Em nota divulgada através da Comissão Especial de Combate à Desordem Urbana, da Assembleia Legislativa do Rio (Alerj), nesta quarta-feira (11/10), os deputados Rodrigo Amorim (PTB), Alan Lopes e Fillipe Poubel, ambos do PL, procuraram justificar a ação truculenta em que se envolveram com guardas municipais e policiais militares, na noite de terça-feira (10/10), dizendo que estiveram no local para checar denúncias de irregularidades que estariam sendo praticadas contra motoristas durante uma blitz.
Ao chegar na Avenida Brasil, foi constatado que “os veículos regularizados, com toda a documentação em dia, estavam sendo removidos aos pátios públicos por terem transitado na via exclusiva para veículos de transporte coletivo”. A medida seria desnecessária pois, segundo o Código Brasileiro de Trânsito, diz o comunicado, os veículos deveriam ser apenas autuados.

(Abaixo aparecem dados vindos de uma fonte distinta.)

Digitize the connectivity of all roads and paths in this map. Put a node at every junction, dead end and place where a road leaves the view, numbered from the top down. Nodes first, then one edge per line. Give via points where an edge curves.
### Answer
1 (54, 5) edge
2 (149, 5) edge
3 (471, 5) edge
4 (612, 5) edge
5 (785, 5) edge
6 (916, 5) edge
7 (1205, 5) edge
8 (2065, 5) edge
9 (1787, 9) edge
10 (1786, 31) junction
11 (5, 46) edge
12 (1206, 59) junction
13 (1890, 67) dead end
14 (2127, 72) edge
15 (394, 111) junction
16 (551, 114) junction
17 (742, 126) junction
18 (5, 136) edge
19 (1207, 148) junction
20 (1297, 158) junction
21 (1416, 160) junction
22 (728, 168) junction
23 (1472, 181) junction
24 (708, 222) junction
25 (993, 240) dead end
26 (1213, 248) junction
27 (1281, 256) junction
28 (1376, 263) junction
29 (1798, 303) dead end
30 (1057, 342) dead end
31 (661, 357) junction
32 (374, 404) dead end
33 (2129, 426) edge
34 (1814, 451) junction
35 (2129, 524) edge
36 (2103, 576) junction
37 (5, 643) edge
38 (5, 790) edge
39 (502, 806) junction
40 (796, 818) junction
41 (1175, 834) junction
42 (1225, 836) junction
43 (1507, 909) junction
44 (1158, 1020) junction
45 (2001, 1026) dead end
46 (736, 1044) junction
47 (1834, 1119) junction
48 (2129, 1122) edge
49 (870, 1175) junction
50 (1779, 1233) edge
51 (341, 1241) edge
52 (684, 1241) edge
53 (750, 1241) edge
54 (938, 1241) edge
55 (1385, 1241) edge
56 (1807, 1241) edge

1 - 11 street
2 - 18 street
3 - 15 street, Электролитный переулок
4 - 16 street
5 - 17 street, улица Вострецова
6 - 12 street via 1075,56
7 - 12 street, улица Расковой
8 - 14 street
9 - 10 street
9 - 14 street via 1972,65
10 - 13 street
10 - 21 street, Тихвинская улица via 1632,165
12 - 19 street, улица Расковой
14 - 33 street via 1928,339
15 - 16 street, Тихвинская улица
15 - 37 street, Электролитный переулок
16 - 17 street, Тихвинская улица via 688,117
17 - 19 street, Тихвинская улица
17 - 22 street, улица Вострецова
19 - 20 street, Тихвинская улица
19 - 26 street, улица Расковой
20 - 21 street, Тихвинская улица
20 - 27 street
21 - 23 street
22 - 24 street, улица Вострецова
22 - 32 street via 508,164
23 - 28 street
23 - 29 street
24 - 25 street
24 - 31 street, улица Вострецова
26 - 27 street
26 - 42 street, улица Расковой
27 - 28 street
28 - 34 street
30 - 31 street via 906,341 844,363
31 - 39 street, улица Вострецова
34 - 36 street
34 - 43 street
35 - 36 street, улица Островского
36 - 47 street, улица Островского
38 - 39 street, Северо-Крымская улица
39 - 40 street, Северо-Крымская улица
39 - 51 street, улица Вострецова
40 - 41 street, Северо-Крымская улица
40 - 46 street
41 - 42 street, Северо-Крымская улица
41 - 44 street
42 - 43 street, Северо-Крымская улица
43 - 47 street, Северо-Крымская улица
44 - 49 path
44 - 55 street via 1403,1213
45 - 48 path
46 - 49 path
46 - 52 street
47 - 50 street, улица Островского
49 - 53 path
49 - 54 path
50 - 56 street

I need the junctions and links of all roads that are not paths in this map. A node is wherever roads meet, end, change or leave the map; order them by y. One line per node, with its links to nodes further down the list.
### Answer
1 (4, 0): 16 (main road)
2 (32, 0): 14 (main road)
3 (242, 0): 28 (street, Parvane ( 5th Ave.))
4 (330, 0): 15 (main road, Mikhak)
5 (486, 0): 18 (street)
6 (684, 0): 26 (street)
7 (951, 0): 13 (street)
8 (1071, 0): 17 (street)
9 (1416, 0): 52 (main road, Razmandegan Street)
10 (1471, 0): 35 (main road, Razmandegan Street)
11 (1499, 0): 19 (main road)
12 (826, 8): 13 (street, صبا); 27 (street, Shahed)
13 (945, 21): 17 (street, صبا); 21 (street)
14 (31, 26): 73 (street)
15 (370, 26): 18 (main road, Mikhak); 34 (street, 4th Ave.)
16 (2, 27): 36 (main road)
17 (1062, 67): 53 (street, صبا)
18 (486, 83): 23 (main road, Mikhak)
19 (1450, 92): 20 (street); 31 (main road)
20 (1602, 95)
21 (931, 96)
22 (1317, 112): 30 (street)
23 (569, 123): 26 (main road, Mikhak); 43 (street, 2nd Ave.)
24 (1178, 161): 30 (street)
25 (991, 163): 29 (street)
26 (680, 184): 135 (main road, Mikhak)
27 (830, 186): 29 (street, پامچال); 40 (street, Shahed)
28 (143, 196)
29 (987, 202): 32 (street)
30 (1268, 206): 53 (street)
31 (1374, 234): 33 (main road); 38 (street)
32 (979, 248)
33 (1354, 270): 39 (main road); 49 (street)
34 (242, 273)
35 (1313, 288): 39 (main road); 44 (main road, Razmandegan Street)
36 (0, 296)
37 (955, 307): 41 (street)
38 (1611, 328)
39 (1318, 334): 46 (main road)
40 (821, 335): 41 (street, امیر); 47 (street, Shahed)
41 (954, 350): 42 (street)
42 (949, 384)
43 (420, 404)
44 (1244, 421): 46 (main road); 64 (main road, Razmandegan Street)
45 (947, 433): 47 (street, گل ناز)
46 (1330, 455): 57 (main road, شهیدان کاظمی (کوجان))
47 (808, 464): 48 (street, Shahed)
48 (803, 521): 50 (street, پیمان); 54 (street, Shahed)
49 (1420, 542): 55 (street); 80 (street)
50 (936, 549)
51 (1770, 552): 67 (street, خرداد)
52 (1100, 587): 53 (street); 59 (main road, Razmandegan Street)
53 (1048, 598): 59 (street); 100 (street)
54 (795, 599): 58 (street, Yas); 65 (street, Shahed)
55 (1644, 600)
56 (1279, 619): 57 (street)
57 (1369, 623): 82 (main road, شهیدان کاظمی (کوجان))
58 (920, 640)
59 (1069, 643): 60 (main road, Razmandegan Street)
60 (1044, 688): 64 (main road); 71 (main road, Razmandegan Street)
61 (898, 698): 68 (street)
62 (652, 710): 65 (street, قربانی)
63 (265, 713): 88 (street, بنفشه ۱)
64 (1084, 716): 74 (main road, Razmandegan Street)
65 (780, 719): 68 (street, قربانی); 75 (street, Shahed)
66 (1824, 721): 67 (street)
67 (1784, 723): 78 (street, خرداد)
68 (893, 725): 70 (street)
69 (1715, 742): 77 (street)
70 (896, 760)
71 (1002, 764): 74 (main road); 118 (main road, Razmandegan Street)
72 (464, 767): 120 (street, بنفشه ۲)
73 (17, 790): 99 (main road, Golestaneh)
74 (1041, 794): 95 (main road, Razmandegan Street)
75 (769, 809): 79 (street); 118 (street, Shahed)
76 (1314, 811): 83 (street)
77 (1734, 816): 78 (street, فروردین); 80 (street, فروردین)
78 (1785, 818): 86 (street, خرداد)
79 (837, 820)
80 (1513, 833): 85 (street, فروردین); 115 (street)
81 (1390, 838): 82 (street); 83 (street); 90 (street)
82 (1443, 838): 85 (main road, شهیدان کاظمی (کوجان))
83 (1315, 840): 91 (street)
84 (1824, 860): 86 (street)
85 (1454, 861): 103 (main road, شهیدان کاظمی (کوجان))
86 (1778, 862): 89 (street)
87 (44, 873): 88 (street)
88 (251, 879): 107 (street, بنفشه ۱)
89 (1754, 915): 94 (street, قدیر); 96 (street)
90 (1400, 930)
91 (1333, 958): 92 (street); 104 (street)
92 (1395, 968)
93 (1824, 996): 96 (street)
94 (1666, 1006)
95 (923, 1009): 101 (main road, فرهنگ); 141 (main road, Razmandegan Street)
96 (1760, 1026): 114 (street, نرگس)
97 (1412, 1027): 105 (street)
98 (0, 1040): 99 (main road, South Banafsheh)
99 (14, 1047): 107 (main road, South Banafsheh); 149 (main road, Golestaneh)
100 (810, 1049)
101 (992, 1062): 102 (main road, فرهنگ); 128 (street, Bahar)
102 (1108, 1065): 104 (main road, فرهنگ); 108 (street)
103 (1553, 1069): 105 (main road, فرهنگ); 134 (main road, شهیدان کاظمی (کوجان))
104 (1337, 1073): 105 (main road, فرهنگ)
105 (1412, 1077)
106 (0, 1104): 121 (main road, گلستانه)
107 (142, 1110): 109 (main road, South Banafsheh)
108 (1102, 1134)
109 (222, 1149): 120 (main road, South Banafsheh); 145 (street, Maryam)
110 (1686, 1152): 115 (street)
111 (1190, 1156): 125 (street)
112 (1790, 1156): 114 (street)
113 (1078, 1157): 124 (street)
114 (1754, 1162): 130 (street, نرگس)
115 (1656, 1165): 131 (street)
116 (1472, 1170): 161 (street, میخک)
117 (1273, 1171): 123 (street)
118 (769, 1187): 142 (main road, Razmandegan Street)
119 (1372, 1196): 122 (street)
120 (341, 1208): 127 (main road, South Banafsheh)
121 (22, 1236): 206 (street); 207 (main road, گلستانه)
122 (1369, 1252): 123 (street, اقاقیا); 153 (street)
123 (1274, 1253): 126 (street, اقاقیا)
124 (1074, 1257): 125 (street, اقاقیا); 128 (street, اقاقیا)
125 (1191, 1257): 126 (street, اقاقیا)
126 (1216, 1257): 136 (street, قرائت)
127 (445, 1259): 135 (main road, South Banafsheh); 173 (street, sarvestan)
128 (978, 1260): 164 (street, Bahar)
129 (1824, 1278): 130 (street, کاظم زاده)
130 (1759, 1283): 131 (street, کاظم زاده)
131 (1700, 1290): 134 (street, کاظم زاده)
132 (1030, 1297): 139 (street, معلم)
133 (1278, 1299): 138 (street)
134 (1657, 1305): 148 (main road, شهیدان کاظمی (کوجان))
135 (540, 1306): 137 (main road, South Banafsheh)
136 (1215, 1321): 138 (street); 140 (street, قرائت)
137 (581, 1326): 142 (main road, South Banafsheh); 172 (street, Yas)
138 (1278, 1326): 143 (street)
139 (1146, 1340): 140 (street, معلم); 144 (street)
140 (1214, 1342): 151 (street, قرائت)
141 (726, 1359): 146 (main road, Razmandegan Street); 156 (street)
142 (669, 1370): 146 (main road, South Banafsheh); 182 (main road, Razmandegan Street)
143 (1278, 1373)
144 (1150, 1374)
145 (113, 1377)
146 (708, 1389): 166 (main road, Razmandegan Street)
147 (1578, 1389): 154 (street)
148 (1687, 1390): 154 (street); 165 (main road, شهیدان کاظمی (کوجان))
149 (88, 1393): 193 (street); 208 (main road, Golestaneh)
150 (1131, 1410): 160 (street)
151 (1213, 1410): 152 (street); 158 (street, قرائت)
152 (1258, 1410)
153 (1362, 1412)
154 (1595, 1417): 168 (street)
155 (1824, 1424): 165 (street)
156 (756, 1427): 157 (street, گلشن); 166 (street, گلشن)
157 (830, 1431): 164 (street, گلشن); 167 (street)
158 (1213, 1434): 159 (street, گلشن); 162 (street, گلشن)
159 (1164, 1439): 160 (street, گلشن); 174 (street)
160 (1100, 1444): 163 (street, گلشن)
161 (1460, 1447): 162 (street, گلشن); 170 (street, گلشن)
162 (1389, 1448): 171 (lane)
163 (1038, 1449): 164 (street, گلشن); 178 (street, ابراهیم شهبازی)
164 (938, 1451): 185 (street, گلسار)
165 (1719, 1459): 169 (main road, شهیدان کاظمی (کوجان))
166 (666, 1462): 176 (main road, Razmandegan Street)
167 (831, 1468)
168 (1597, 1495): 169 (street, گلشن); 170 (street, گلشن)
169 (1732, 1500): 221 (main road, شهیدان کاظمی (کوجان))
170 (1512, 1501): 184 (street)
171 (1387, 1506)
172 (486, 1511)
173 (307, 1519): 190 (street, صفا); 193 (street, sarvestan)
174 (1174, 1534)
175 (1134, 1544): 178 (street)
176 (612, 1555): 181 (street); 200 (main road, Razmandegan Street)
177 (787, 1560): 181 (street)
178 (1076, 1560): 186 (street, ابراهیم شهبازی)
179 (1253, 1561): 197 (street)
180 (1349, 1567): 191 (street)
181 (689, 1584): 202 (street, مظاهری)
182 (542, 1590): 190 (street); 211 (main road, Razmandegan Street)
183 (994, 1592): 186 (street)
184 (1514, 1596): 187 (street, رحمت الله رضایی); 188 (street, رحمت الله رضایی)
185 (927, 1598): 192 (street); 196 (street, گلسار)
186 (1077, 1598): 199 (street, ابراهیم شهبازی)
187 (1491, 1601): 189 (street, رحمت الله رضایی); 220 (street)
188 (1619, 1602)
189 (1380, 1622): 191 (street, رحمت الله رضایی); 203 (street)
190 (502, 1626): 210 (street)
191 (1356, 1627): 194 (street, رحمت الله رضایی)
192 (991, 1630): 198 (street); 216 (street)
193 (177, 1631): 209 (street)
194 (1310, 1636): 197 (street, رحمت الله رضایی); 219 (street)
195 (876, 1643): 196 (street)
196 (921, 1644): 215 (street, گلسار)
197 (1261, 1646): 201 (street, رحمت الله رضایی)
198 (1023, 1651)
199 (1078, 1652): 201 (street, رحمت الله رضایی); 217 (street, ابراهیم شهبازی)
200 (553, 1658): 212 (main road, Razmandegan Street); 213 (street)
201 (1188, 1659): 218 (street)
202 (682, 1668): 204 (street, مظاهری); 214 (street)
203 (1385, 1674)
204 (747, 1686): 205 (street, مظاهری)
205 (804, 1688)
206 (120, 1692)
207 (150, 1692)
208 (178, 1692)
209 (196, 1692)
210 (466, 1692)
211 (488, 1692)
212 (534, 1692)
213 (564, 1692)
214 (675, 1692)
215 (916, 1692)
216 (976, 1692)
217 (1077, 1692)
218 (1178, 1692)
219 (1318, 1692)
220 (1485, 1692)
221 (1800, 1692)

O que surpreendeu os parlamentares foi ter encontrado “uma senhora recém-operada, que estava passando mal, com sangramento, e ainda assim teve seu veículo colocado no reboque de maneira irregular, com a documentação rigorosamente em dia”. A confusão se deu pela omissão de socorro, que será comunicada à Polícia Civil. A nota informa que o Corpo de Bombeiros foi acionado e a senhora, conduzida para UPA da Penha.
Em relação aos guardas municipais, o comunicado diz que um agente teria ameaçado Rodrigo Amorim com um taser, que se defendeu afastando-o com um empurrão. Apesar do tumulto causado, a nota termina alegando que os parlamentares não são contra as operações, mas desde que ocorram dentro da legalidade.